Shiva for Film Force Ronit Elkabetz

Ronit Elkabetz, Israeli film star, writer and director in her last film, “Gett: The Trial of Viviane Amsalem.”

Ronit Elkabetz, Israeli film star, writer and director in her last film, “Gett: The Trial of Viviane Amsalem.”

Ronit Elkabetz is gone.

The Israeli film star, writer and director is dead at 51, from cancer that she concealed till the end. Following her death on April 19, her body lay in state at the Tel Aviv Cinamatheque, showcase for independent and controversial film. 

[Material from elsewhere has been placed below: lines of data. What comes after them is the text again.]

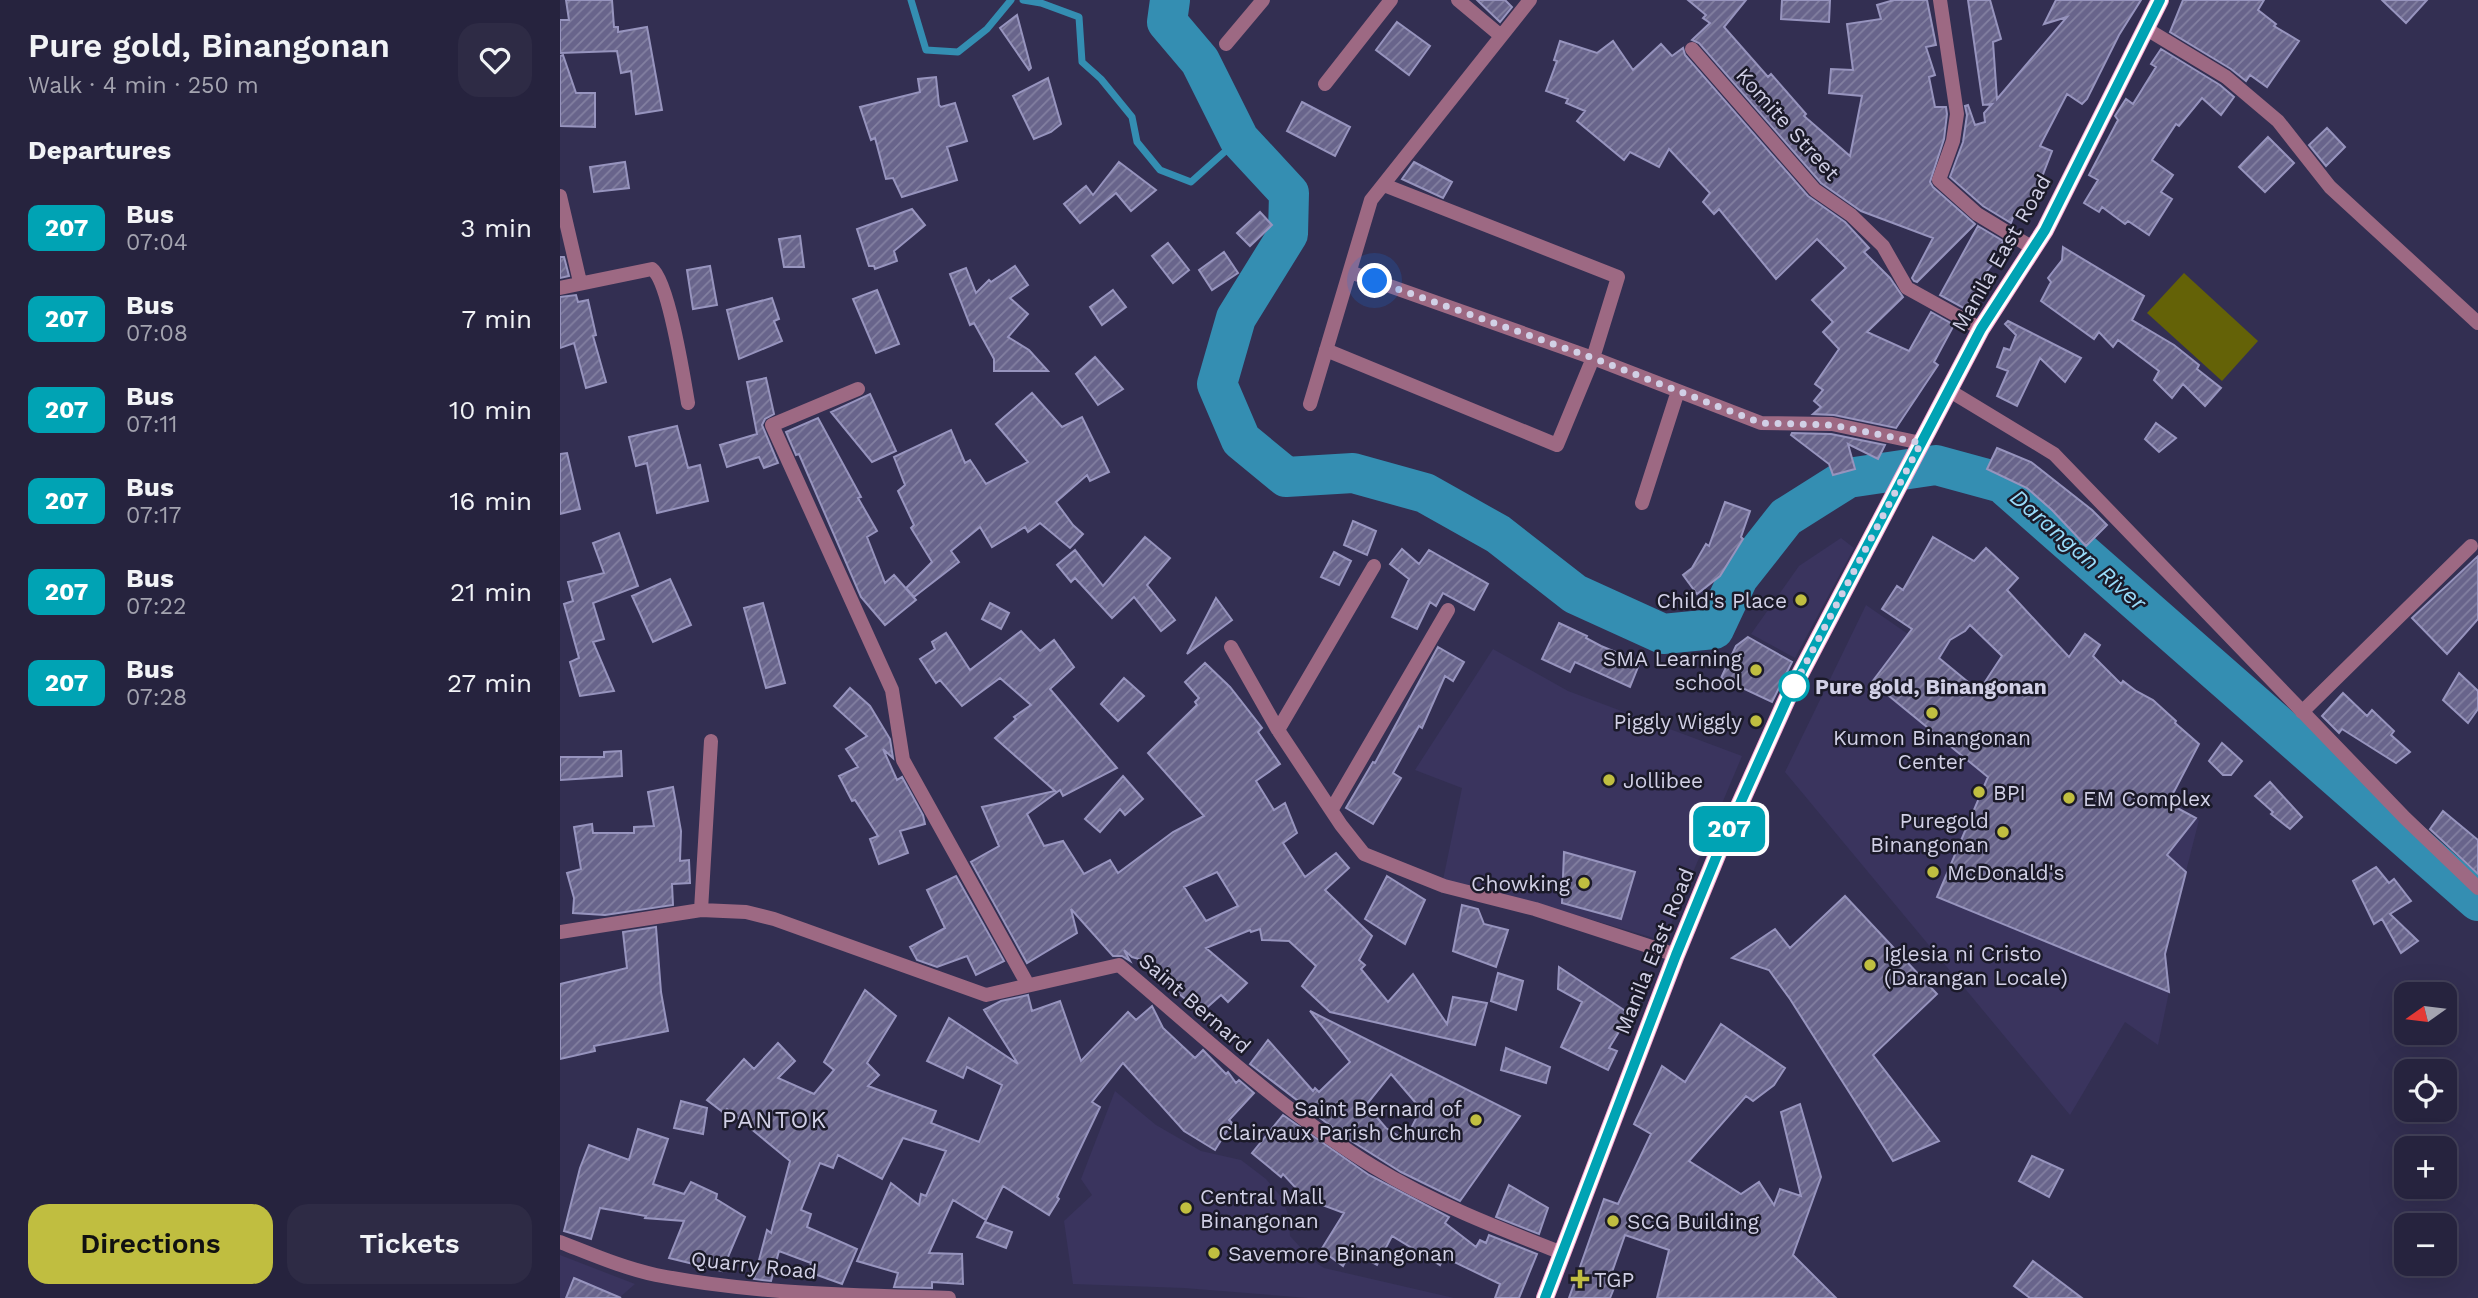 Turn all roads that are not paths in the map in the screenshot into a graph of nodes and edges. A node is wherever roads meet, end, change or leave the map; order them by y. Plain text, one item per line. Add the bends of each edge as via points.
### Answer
1 (1264, 0) edge
2 (1391, 0) edge
3 (1458, 0) edge
4 (1530, 0) edge
5 (1940, 0) edge
6 (2160, 0) edge
7 (2145, 28) junction
8 (1502, 36) junction
9 (1226, 44) dead end
10 (1692, 48) dead end
11 (1325, 84) dead end
12 (1384, 184) junction
13 (560, 195) edge
14 (2033, 248) junction
15 (1350, 272) junction
16 (580, 282) junction
17 (560, 288) edge
18 (2478, 323) edge
19 (1981, 329) junction
20 (1326, 350) junction
21 (1593, 358) junction
22 (858, 388) dead end
23 (1678, 391) junction
24 (1950, 391) junction
25 (688, 403) dead end
26 (1310, 404) dead end
27 (1920, 446) junction
28 (1642, 503) dead end
29 (2471, 546) dead end
30 (1374, 566) dead end
31 (1448, 610) dead end
32 (1231, 647) dead end
33 (2302, 712) junction
34 (1278, 730) junction
35 (710, 741) dead end
36 (1332, 809) junction
37 (2478, 888) edge
38 (701, 910) junction
39 (560, 932) edge
40 (1676, 955) junction
41 (1028, 985) junction
42 (560, 1242) edge
43 (1562, 1253) junction
44 (782, 1295) edge
45 (949, 1298) edge
46 (1545, 1298) edge

1 - 9 street
2 - 11 street
3 - 8 street
4 - 8 street
5 - 14 street via 1957,114 1939,180 1977,214
6 - 7 main road, Manila East Road
7 - 14 main road, Manila East Road
7 - 18 street via 2226,77 2278,121 2330,187
8 - 12 street
10 - 19 street, Komite Street via 1815,190 1852,215 1883,246 1907,288
12 - 15 street via 1371,200
12 - 21 street via 1618,277
13 - 16 street
14 - 19 main road, Manila East Road
15 - 20 street
15 - 21 street
16 - 17 street
16 - 25 street via 656,271
19 - 24 main road, Manila East Road
20 - 21 street via 1557,445
20 - 26 street
21 - 23 street
22 - 41 street via 772,425 892,690 903,760
23 - 27 street via 1761,423 1832,425
23 - 28 street
24 - 27 main road, Manila East Road
24 - 33 street via 2054,454
27 - 40 main road, Manila East Road via 1787,699
29 - 33 street
30 - 34 street
31 - 36 street
32 - 34 street
33 - 37 street
34 - 36 street
35 - 38 street
36 - 40 street via 1364,854 1444,886 1535,909
38 - 39 street, Saint Bernard
38 - 41 street, Saint Bernard via 746,912 774,919 986,995
40 - 43 main road, Manila East Road
41 - 43 street, Saint Bernard via 1119,965 1262,1089 1372,1166 1487,1224
42 - 44 street, Quarry Road via 655,1275
43 - 46 main road, Manila East Road
44 - 45 street, Quarry Road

In what turned out to be her final film, just last year Americans saw Elkabetz as the long-suffering wife in “Gett: The Trial of Viviane Amsalem.” The grinding depiction of a woman’s years’ long struggle against her unyielding husband and an Israeli religious court to grant her a gett, a writ of divorce, was the final film in the trilogy starring Elkabetz as Viviane Amsalem. Loosely based on the unhappy marriage of her Moroccan-born parents, Elkabetz co-wrote and co-directed the trilogy with her brother Shlomi, starting with “To Take a Wife” in 2004, then “Shiva” in 2008. The sister-brother collaboration was intense. As she described writing “Gett,” they’d hole up in a hotel room, cut off from the world, and create the film. On the set, they were in total sync. 

“Gett,” Israel’s 2015 Oscar entry for best foreign-language film, ignited major protests in Israel, where civil marriage and divorce do not exist.

As Elkabetz told the Israeli newspaper Maariv back in 2010, “I am not here to get pleasure from acting. As much as it may sound bombastic, I would like to make a change.”